Carr (2006) describe esta linealidad de Silent
Hill como un «laberinto soluble», secuencial, lineal, que genera tensión a
través de una jugabilidad más dirigida. Enfrenta este modelo al «rizoma
enredado» de los horror fantasy RPG como
Planescape Torment (Black Isle
Studios, 1999), tan enciclopédicos y
retorcidos que desafían la comprensión.
Pero
P.T. no sigue, en este aspecto, las
claves principales de la saga, como tampoco lo hacía con la perspectiva; o los
esconde voluntariamente para no delatarse. En P.T. no hay cinemáticas ni espacios narrativos tradicionales, sólo
se dan piezas inconexas repartidas por un espacio que se repite y crece sobre
sí mismo, escondiendo sus indicadores de progreso lineal en un último golpe de
dirección de la libertad: se nos niega la comprensión del tiempo y del espacio.
La narrativa, como todo en los Silent
Hill y más que en ninguna entrega anterior, se vuelve siniestra y
alienante.
4.
El rol del jugador y el protagonista invisible de P.T.
Al
jugar, adoptamos un rol, «una función social y un comportamiento asociado a
ella» (Jörgensen, 2009), aunque no nos identifiquemos con ningún personaje.

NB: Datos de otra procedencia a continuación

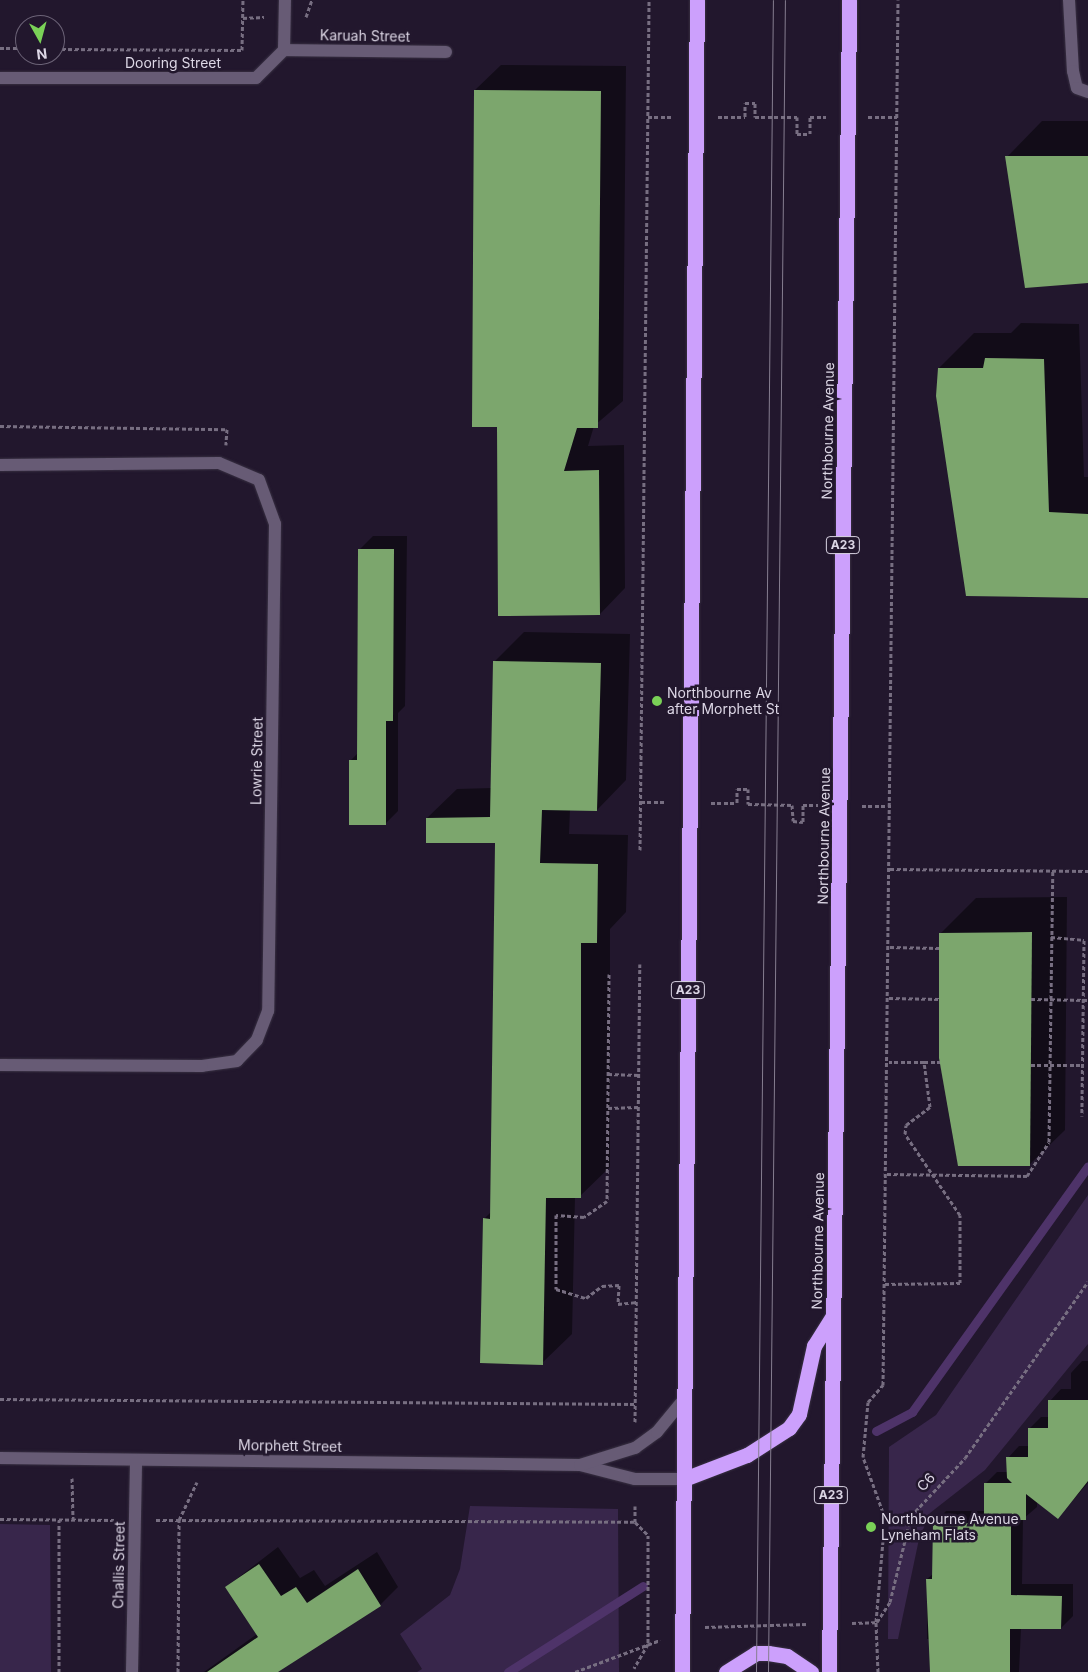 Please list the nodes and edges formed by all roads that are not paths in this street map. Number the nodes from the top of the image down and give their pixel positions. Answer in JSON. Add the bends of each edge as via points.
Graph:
{"nodes":[{"id":1,"x":284,"y":0,"type":"edge"},
{"id":2,"x":697,"y":0,"type":"edge"},
{"id":3,"x":850,"y":0,"type":"edge"},
{"id":4,"x":1070,"y":0,"type":"edge"},
{"id":5,"x":284,"y":50,"type":"junction"},
{"id":6,"x":446,"y":52,"type":"dead end"},
{"id":7,"x":0,"y":78,"type":"edge"},
{"id":8,"x":1088,"y":92,"type":"edge"},
{"id":9,"x":0,"y":465,"type":"edge"},
{"id":10,"x":0,"y":1064,"type":"edge"},
{"id":11,"x":832,"y":1317,"type":"junction"},
{"id":12,"x":685,"y":1398,"type":"junction"},
{"id":13,"x":0,"y":1458,"type":"edge"},
{"id":14,"x":136,"y":1460,"type":"junction"},
{"id":15,"x":580,"y":1465,"type":"junction"},
{"id":16,"x":684,"y":1479,"type":"junction"},
{"id":17,"x":132,"y":1672,"type":"edge"},
{"id":18,"x":682,"y":1672,"type":"edge"},
{"id":19,"x":726,"y":1672,"type":"edge"},
{"id":20,"x":811,"y":1672,"type":"edge"},
{"id":21,"x":829,"y":1672,"type":"edge"}],
"edges":[{"from":1,"to":5,"type":"street"},
{"from":2,"to":12,"type":"highway","number":"A23"},
{"from":3,"to":11,"type":"highway","name":"Northbourne Avenue","number":"A23"},
{"from":4,"to":8,"type":"street","via":[[1073,72],[1077,88]]},
{"from":5,"to":6,"type":"street","name":"Karuah Street"},
{"from":5,"to":7,"type":"street","name":"Dooring Street","via":[[256,78]]},
{"from":9,"to":10,"type":"street","name":"Lowrie Street","via":[[225,466],[259,480],[275,524],[268,1011],[258,1040],[237,1061],[202,1066]]},
{"from":11,"to":16,"type":"highway","via":[[814,1346],[799,1414],[789,1428],[747,1455]]},
{"from":11,"to":21,"type":"highway","name":"Northbourne Avenue","number":"A23"},
{"from":12,"to":15,"type":"street","name":"Morphett Street","via":[[657,1432],[635,1448]]},
{"from":12,"to":16,"type":"highway","number":"A23"},
{"from":13,"to":14,"type":"street","name":"Morphett Street"},
{"from":14,"to":15,"type":"street","name":"Morphett Street"},
{"from":14,"to":17,"type":"street","name":"Challis Street"},
{"from":15,"to":16,"type":"street","name":"Morphett Street","via":[[635,1480]]},
{"from":16,"to":18,"type":"highway","number":"A23"},
{"from":19,"to":20,"type":"highway","via":[[756,1653],[787,1656]]}]}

Éste necesita caracterización mientras que el rol es una posición más ambigua y
general que puede surgir del relato que el jugador se cuenta a sí mismo, a
partir de las pistas que le da el juego, sobre su papel en éste. Un rol es una
posición y, ante todo, un objetivo. Cuando juego a un simulador deportivo, me
digo “yo soy este equipo y debo ganar”. Si me enfrento a un puzzle, no me
identifico con las piezas: soy un agente encargado de su ordenación. El rol
está por encima del personaje, aunque se vincule a éste. Y al jugar a P.T., ¿quién soy? ¿Qué cuerpo tengo
dentro de su mundo?
Nuestra
representación funcional no es más que un punto de vista que se desplaza por el
espacio a velocidad regular y limitada. Del personaje se nos oculta todo: nunca
habla, no vemos el cuerpo, sólo captamos parte de su reflejo en un espejo que
está convenientemente roto a la altura de la cara. Lévinas, filósofo que se
detuvo en la reflexión ética del rostro, insistía en la idea de que el rostro y
el discurso se encuentran ligados: «el rostro es [...] sentido. Tú eres tú.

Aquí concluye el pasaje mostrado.